# Gewicht > Overgewicht >  Hoe krijg je magere benen?

## sofia123

ik weeg 60 kg, ben dus niet dik, als ik mijn buik intrek kan je mijn ribben zien.
Desondanks zijn mijn benen vrij dik, vooral onder de kuiltjes aan mijn heupen is er een vetophoping die me stoort. 
Dit is het enige dat me stoort aan mijn lichaam, ik heb ook last van cellulitis, heb hier al cremes voor geprobeerd en pilletjes en meer bewegen maar het blijft.

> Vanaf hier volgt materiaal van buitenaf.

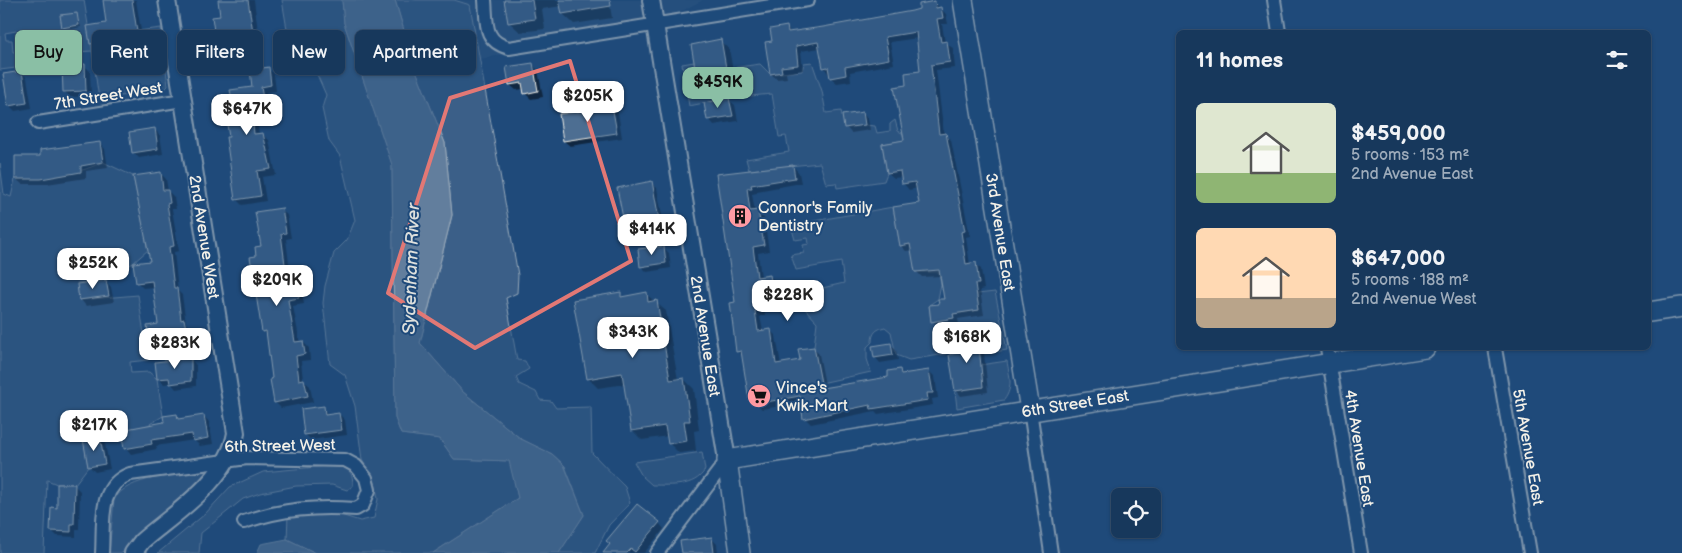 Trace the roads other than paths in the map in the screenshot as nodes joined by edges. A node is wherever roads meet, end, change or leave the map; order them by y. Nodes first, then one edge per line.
1 (167, 0) edge
2 (484, 0) edge
3 (652, 0) edge
4 (808, 0) edge
5 (963, 0) edge
6 (1274, 0) edge
7 (656, 25) junction
8 (1279, 30) edge
9 (183, 100) junction
10 (38, 123) dead end
11 (1682, 307) edge
12 (1651, 312) edge
13 (1397, 350) edge
14 (1495, 350) edge
15 (1328, 355) edge
16 (1030, 410) junction
17 (228, 460) junction
18 (727, 460) junction
19 (244, 522) dead end
20 (102, 553) edge
21 (133, 553) edge
22 (657, 553) edge
23 (740, 553) edge
24 (1052, 553) edge
25 (1361, 553) edge
26 (1530, 553) edge

1 - 9 street, 2nd Avenue West
2 - 7 street
3 - 7 street, 2nd Avenue East
4 - 7 street
5 - 16 main road, 3rd Avenue East
6 - 8 street
7 - 18 street, 2nd Avenue East
9 - 10 street, 7th Street West
9 - 17 street, 2nd Avenue West
11 - 12 main road
13 - 15 main road, 6th Street East
14 - 26 street, 5th Avenue East
15 - 16 main road, 6th Street East
15 - 25 street, 4th Avenue East
16 - 18 main road, 6th Street East
16 - 24 street, 3rd Avenue East
17 - 19 street, 6th Street West
17 - 20 street, 6th Street West
17 - 21 street, 2nd Avenue West
18 - 22 street
18 - 23 main road, 2nd Avenue East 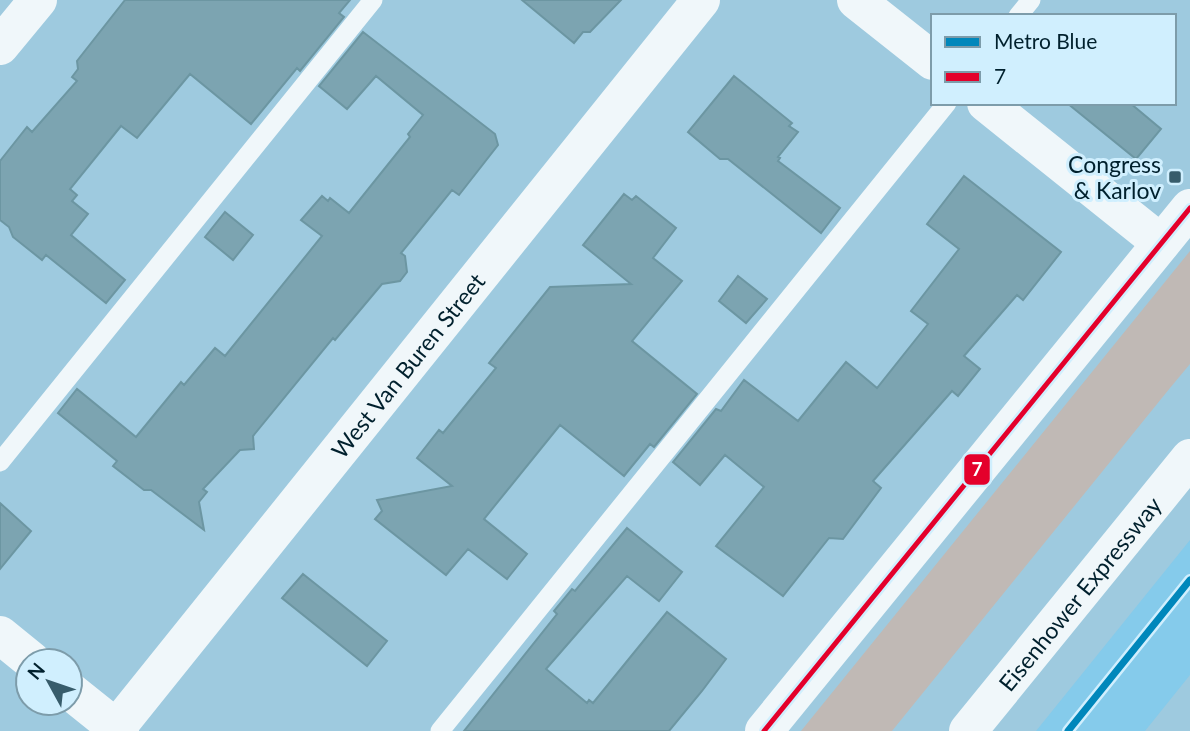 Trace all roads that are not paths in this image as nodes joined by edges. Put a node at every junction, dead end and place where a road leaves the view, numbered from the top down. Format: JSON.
{"nodes":[{"id":1,"x":38,"y":0,"type":"edge"},
{"id":2,"x":373,"y":0,"type":"edge"},
{"id":3,"x":701,"y":0,"type":"edge"},
{"id":4,"x":856,"y":0,"type":"edge"},
{"id":5,"x":1031,"y":0,"type":"edge"},
{"id":6,"x":1020,"y":14,"type":"edge"},
{"id":7,"x":0,"y":46,"type":"edge"},
{"id":8,"x":931,"y":59,"type":"edge"},
{"id":9,"x":945,"y":105,"type":"edge"},
{"id":10,"x":988,"y":105,"type":"edge"},
{"id":11,"x":1190,"y":208,"type":"edge"},
{"id":12,"x":1161,"y":243,"type":"junction"},
{"id":13,"x":1190,"y":458,"type":"edge"},
{"id":14,"x":0,"y":462,"type":"edge"},
{"id":15,"x":0,"y":635,"type":"edge"},
{"id":16,"x":15,"y":647,"type":"edge"},
{"id":17,"x":84,"y":703,"type":"edge"},
{"id":18,"x":117,"y":730,"type":"edge"},
{"id":19,"x":440,"y":731,"type":"edge"},
{"id":20,"x":765,"y":731,"type":"edge"},
{"id":21,"x":968,"y":731,"type":"edge"}],
"edges":[{"from":1,"to":7,"type":"main road"},
{"from":2,"to":14,"type":"lane"},
{"from":3,"to":18,"type":"main road","name":"West Van Buren Street"},
{"from":4,"to":8,"type":"main road"},
{"from":5,"to":6,"type":"lane"},
{"from":9,"to":19,"type":"lane"},
{"from":10,"to":12,"type":"main road"},
{"from":11,"to":12,"type":"main road"},
{"from":12,"to":20,"type":"main road"},
{"from":13,"to":21,"type":"main road","name":"Eisenhower Expressway"},
{"from":15,"to":16,"type":"main road"},
{"from":17,"to":18,"type":"main road"}]}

Hoe kan het trouwens dat je bovenlichaam mager is en je kont en benen opeens dik kunnen zijn?  :Frown:  
Ik moet altijd naar de grotere maten gaan als ik broeken ga kopen. Vroeger waren mijn benen veel slanker, hoe kan dit ? En wat kan ik doen?

----------


## Leontien

Je lichaam veranderd voortdurend. Yoga-oefeningen zouden kunnen helpen, omdat je dan je benen stretcht.

----------


## Adike

Vervelend is dat. Ik zou je wel in mijn praktijk willen hebben om te kijken wat het probleem is en of het te verhelpen is. Ik zit te denken aan aromatherapie, voeding en/of homeopathie. Er kan natuurlijk een erfelijke factor zijn of overgenomen gewoontes.

----------